---
base_model: abacusai/Giraffe-v2-13b-32k
inference: false
language:
- en
library_name: transformers
license: llama2
model_creator: Abacus.AI
model_name: Giraffe v2 7B 32K GGUF
model_type: llama2
quantized_by: claysauruswrecks
---

# Giraffe v2 7B 32K - GGUF

- Model creator: [Abacus.AI](https://huggingface.co/abacusai/)
- Original model: [Giraffe v2 7B 32K](https://huggingface.co/abacusai/Giraffe-v2-13b-32k)

<!-- description start -->
## Description

This repo contains GGUF format model files for [Abacus.AI's Giraffe v2 7B 32K](https://huggingface.co/abacusai/Giraffe-v2-13b-32k)

These files were quantized on an Intel i9-9980HK with 32GB RAM.

<!-- description end -->
<!-- README_GGUF.md-about-gguf start -->
### About GGUF

GGUF is a new format introduced by the llama.cpp team on August 21st 2023. It is a replacement for GGML, which is no longer supported by llama.cpp.

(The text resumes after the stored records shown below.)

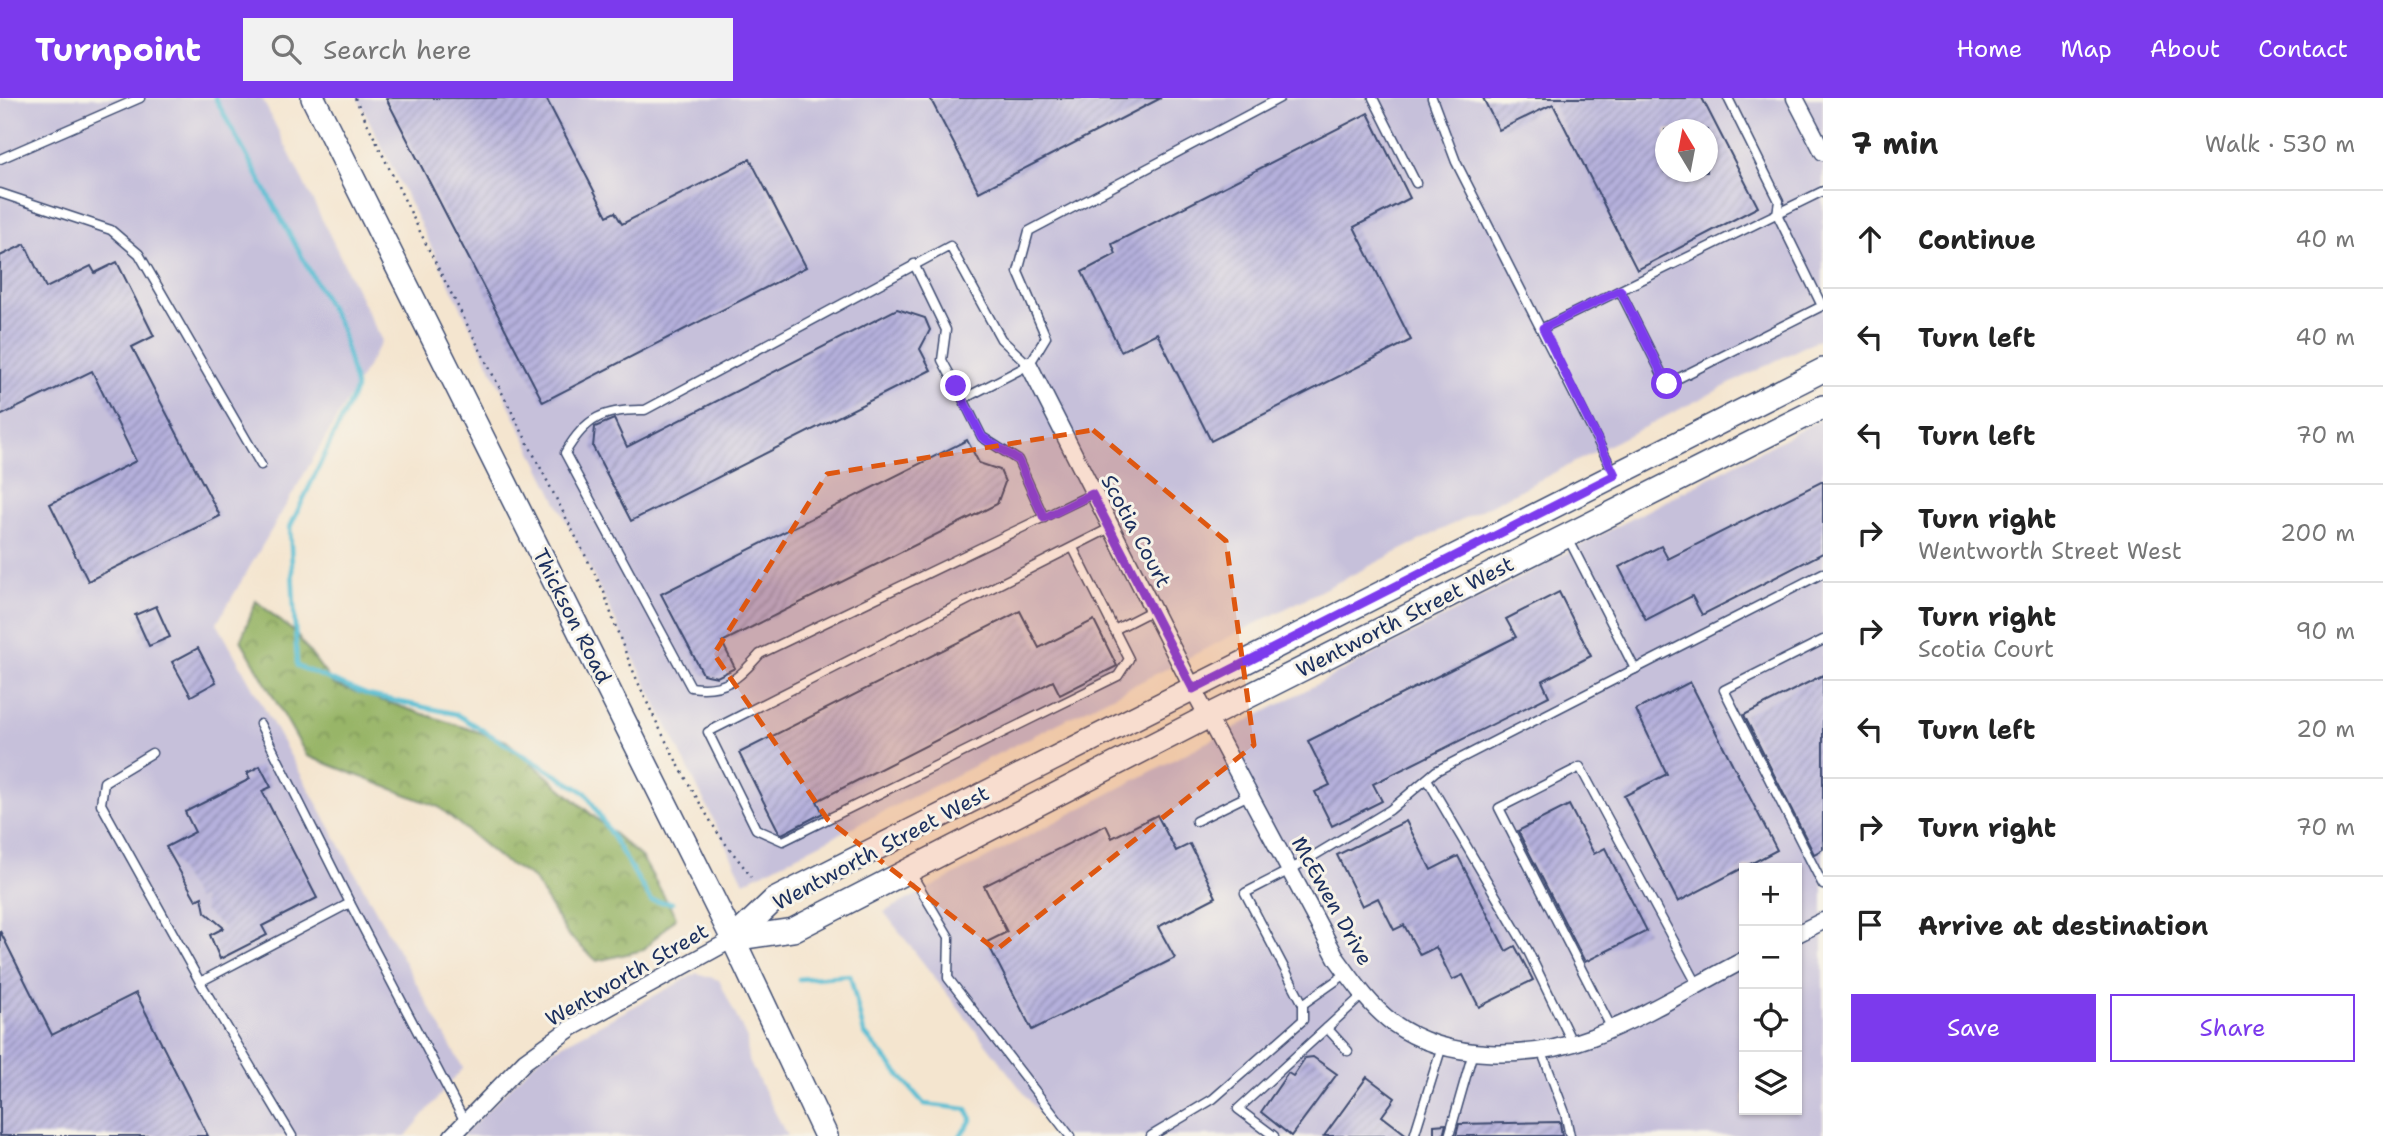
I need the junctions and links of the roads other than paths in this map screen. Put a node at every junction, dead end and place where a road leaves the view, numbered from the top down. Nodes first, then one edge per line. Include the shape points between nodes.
1 (139, 98) edge
2 (313, 98) edge
3 (1280, 98) edge
4 (1373, 98) edge
5 (1432, 98) edge
6 (1728, 98) edge
7 (1795, 98) edge
8 (1823, 152) edge
9 (0, 159) edge
10 (1416, 183) dead end
11 (1823, 191) edge
12 (0, 193) edge
13 (1777, 214) junction
14 (914, 264) junction
15 (1620, 290) junction
16 (1543, 328) junction
17 (1029, 365) junction
18 (1823, 370) edge
19 (963, 399) junction
20 (1823, 407) edge
21 (261, 465) dead end
22 (1615, 475) junction
23 (1092, 494) junction
24 (1044, 518) junction
25 (1110, 528) junction
26 (1567, 536) junction
27 (1073, 548) junction
28 (1823, 573) edge
29 (1153, 610) junction
30 (1114, 630) junction
31 (1823, 640) edge
32 (1635, 668) junction
33 (1193, 689) junction
34 (1207, 717) junction
35 (260, 724) dead end
36 (152, 753) dead end
37 (1427, 779) junction
38 (1250, 795) junction
39 (1196, 821) dead end
40 (910, 870) junction
41 (1290, 870) junction
42 (1822, 881) edge
43 (349, 903) junction
44 (1823, 921) edge
45 (1802, 932) edge
46 (733, 939) junction
47 (1739, 962) edge
48 (1348, 973) junction
49 (200, 982) junction
50 (1696, 984) junction
51 (1364, 994) junction
52 (1303, 1004) junction
53 (1611, 1027) junction
54 (1327, 1028) junction
55 (1572, 1042) junction
56 (1442, 1046) junction
57 (1540, 1048) junction
58 (1348, 1051) dead end
59 (1473, 1052) junction
60 (465, 1122) junction
61 (292, 1136) edge
62 (452, 1136) edge
63 (826, 1136) edge
64 (1070, 1136) edge
65 (1151, 1136) edge
66 (1274, 1136) edge
67 (1413, 1136) edge
68 (1449, 1136) edge
69 (1570, 1136) edge

1 - 9 lane
2 - 46 main road, Thickson Road
3 - 17 lane via 1029,231 1018,272 1046,337
4 - 10 lane
5 - 16 lane via 1457,162
6 - 13 lane via 1779,201
7 - 8 street
11 - 13 lane
12 - 21 lane via 111,230 139,254
13 - 15 lane
13 - 15 lane via 1822,306 1667,384
14 - 17 lane via 950,246 1001,339
14 - 19 lane via 946,331 942,360
14 - 24 lane via 645,410 613,409 579,429 565,453 691,687 713,690 741,676 760,654
15 - 16 lane
16 - 22 lane
17 - 19 lane
17 - 23 street, Scotia Court
18 - 22 main road, Wentworth Street West
19 - 24 lane via 982,437 1018,460
20 - 26 main road, Wentworth Street West
22 - 33 main road, Wentworth Street West
23 - 24 lane
23 - 25 street, Scotia Court
25 - 27 lane
25 - 29 street, Scotia Court
26 - 32 lane
26 - 34 main road, Wentworth Street West
27 - 30 lane
27 - 30 lane via 708,732 756,829 783,841 1118,676 1129,659
28 - 32 lane
29 - 30 lane
29 - 33 street, Scotia Court
31 - 42 lane via 1724,690
32 - 37 lane
33 - 34 street, Scotia Court
33 - 46 main road, Wentworth Street West via 774,900
34 - 38 street, McEwen Drive
34 - 40 main road, Wentworth Street West
35 - 43 lane
36 - 49 lane via 104,782 101,804
37 - 41 lane via 1391,810
37 - 55 lane via 1527,949
38 - 39 lane
38 - 41 street, McEwen Drive
40 - 46 main road, Wentworth Street West via 793,930
40 - 64 lane via 949,937 948,978
41 - 48 street, McEwen Drive
41 - 52 lane via 1245,893
43 - 49 lane
43 - 60 lane
44 - 45 street
46 - 60 street, Wentworth Street via 571,1028 525,1061
46 - 63 main road, Thickson Road
47 - 50 street, McEwen Drive
48 - 51 street, McEwen Drive
48 - 52 lane
49 - 61 lane
50 - 53 street, McEwen Drive
50 - 53 lane via 1580,767 1499,807
51 - 54 lane
51 - 56 street, McEwen Drive via 1393,1023
52 - 65 lane via 1303,1020 1213,1099
53 - 55 street, McEwen Drive
54 - 58 lane
54 - 66 lane via 1238,1109
55 - 57 street, McEwen Drive
56 - 59 street, McEwen Drive
56 - 67 lane
57 - 59 street, McEwen Drive
57 - 69 lane
59 - 68 lane
60 - 62 street, Wentworth Street

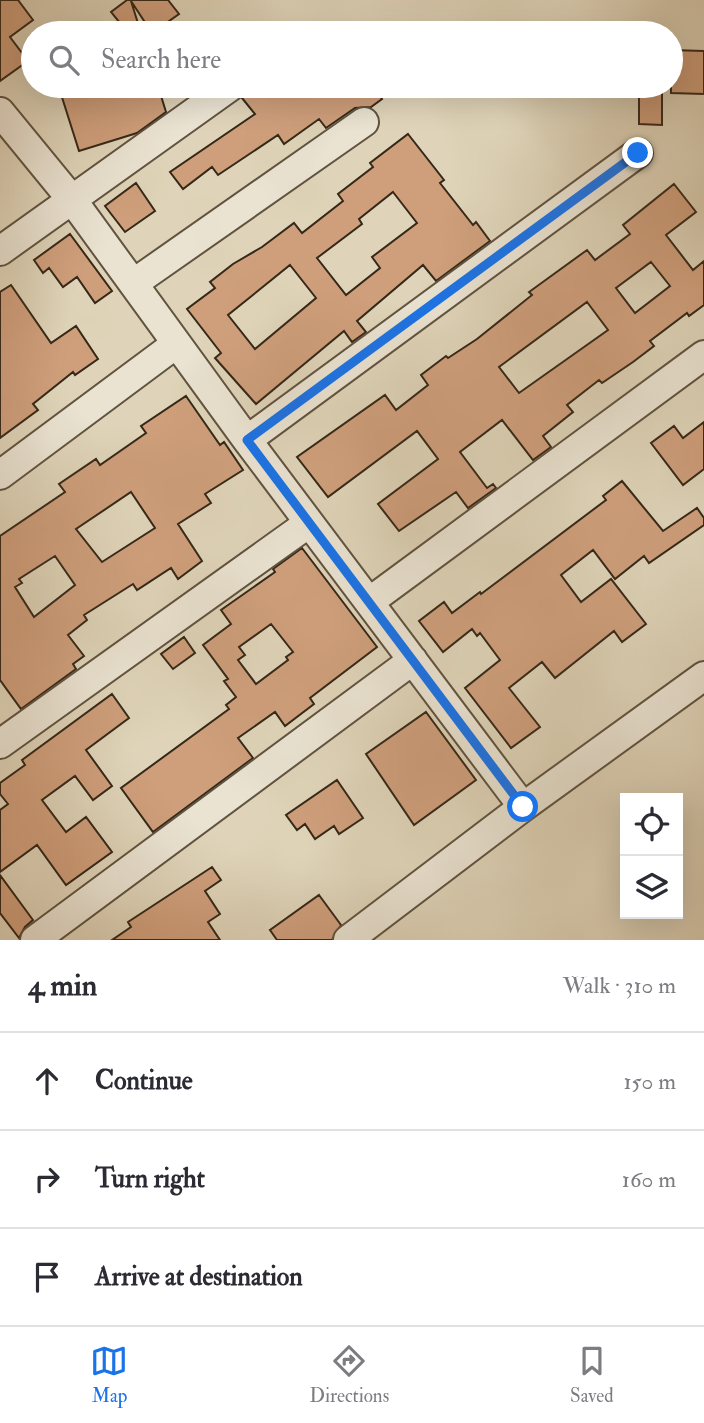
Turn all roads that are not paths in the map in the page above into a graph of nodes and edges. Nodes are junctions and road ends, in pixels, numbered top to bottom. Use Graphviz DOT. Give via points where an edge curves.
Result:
graph roads {
  1 [pos="215,98"];
  2 [pos="0,112"];
  3 [pos="364,122"];
  4 [pos="638,153"];
  5 [pos="73,201"];
  6 [pos="0,251"];
  7 [pos="134,283"];
  8 [pos="176,344"];
  9 [pos="704,355"];
  10 [pos="247,440"];
  11 [pos="0,475"];
  12 [pos="309,523"];
  13 [pos="369,602"];
  14 [pos="413,660"];
  15 [pos="704,676"];
  16 [pos="0,744"];
  17 [pos="523,807"];
  18 [pos="35,940"];
  19 [pos="348,940"];
  1 -- 5 [label="street"];
  2 -- 5 [label="street"];
  3 -- 7 [label="street"];
  4 -- 10 [label="street"];
  5 -- 6 [label="street"];
  5 -- 7 [label="street"];
  7 -- 8 [label="street"];
  8 -- 10 [label="street"];
  8 -- 11 [label="street"];
  9 -- 13 [label="street"];
  10 -- 12 [label="street"];
  12 -- 13 [label="street"];
  12 -- 16 [label="street"];
  13 -- 14 [label="street"];
  14 -- 17 [label="street"];
  14 -- 18 [label="street"];
  15 -- 17 [label="street"];
  17 -- 19 [label="street"];
}
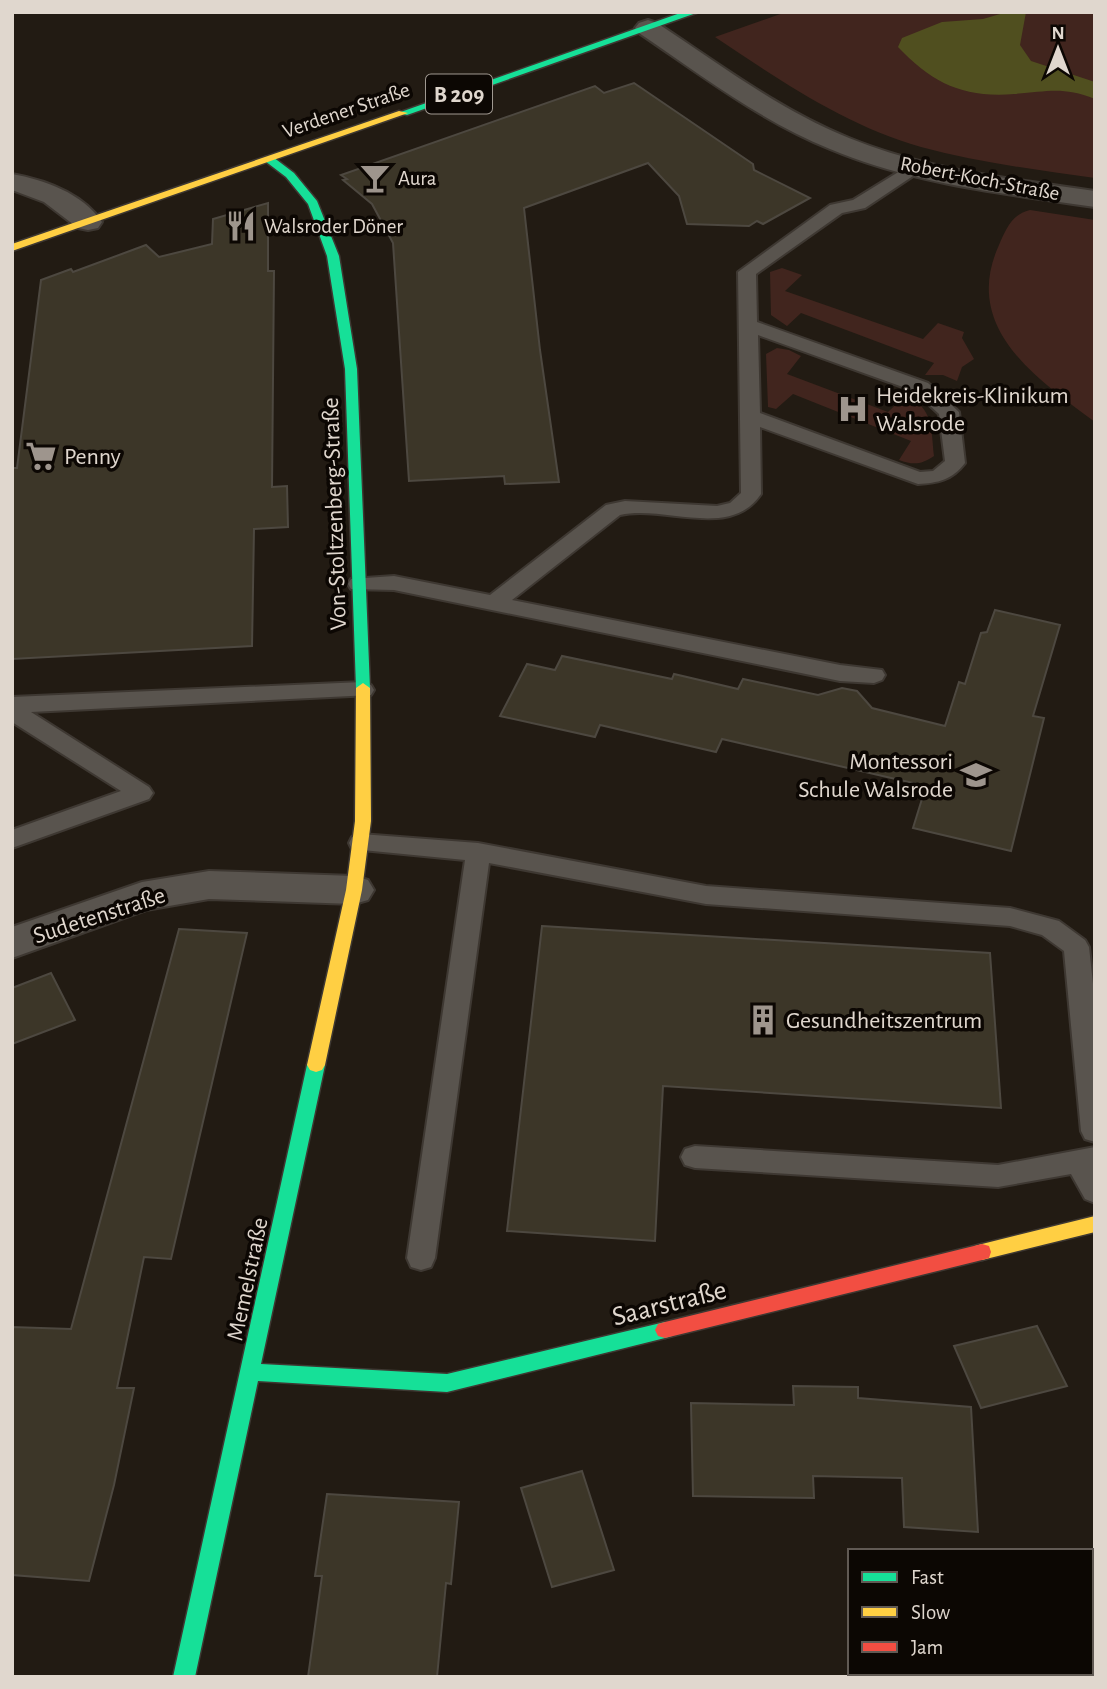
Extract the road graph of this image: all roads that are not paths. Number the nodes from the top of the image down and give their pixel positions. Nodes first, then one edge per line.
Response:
1 (694, 12) edge
2 (648, 28) junction
3 (269, 159) junction
4 (913, 168) junction
5 (12, 182) edge
6 (1095, 200) edge
7 (88, 222) junction
8 (12, 248) edge
9 (747, 325) junction
10 (750, 416) junction
11 (359, 584) junction
12 (495, 602) junction
13 (874, 675) dead end
14 (363, 690) junction
15 (12, 705) edge
16 (12, 711) edge
17 (12, 839) edge
18 (361, 843) junction
19 (478, 852) junction
20 (354, 890) junction
21 (12, 943) edge
22 (1095, 1130) edge
23 (695, 1157) dead end
24 (1087, 1159) edge
25 (1095, 1191) edge
26 (1095, 1224) edge
27 (421, 1258) dead end
28 (250, 1372) junction
29 (184, 1677) edge

1 - 2 street, Verdener Straße / B 209
2 - 3 street, Verdener Straße / B 209
2 - 4 street, Robert-Koch-Straße
3 - 7 street, Verdener Straße / B 209
3 - 11 street, Von-Stoltzenberg-Straße
4 - 6 street, Robert-Koch-Straße
4 - 9 lane
5 - 7 street
7 - 8 street, Verdener Straße / B 209
9 - 10 lane
9 - 10 lane
10 - 12 lane
11 - 12 lane
11 - 14 street, Von-Stoltzenberg-Straße
12 - 13 lane
14 - 15 lane
14 - 18 street, Von-Stoltzenberg-Straße
16 - 17 lane
18 - 19 lane
18 - 20 street, Von-Stoltzenberg-Straße
19 - 22 lane
19 - 27 lane
20 - 21 street, Sudetenstraße
20 - 28 street, Memelstraße
23 - 24 lane
24 - 25 lane
26 - 28 street, Saarstraße
28 - 29 street, Memelstraße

Here is an incomplete list of clients and libraries that are known to support GGUF:

- [llama.cpp](https://github.com/ggerganov/llama.cpp). The source project for GGUF. Offers a CLI and a server option.
- [text-generation-webui](https://github.com/oobabooga/text-generation-webui), the most widely used web UI, with many features and powerful extensions. Supports GPU acceleration.
- [KoboldCpp](https://github.com/LostRuins/koboldcpp), a fully featured web UI, with GPU accel across all platforms and GPU architectures. Especially good for story telling.
- [LM Studio](https://lmstudio.ai/), an easy-to-use and powerful local GUI for Windows and macOS (Silicon), with GPU acceleration.
- [LoLLMS Web UI](https://github.com/ParisNeo/lollms-webui), a great web UI with many interesting and unique features, including a full model library for easy model selection.
- [Faraday.dev](https://faraday.dev/), an attractive and easy to use character-based chat GUI for Windows and macOS (both Silicon and Intel), with GPU acceleration.
- [ctransformers](https://github.com/marella/ctransformers), a Python library with GPU accel, LangChain support, and OpenAI-compatible AI server.
- [llama-cpp-python](https://github.com/abetlen/llama-cpp-python), a Python library with GPU accel, LangChain support, and OpenAI-compatible API server.
- [candle](https://github.com/huggingface/candle), a Rust ML framework with a focus on performance, including GPU support, and ease of use.
<!-- README_GGUF.md-about-gguf end -->

<!-- compatibility_gguf start -->
## Compatibility

These quantized GGUFv2 files are compatible with llama.cpp from November 1st, 2023 onwards, as of commit [c43c2da](https://github.com/ggerganov/llama.cpp/commit/c43c2da8afacaddfe51c09b21dbd9922cd0ea46b)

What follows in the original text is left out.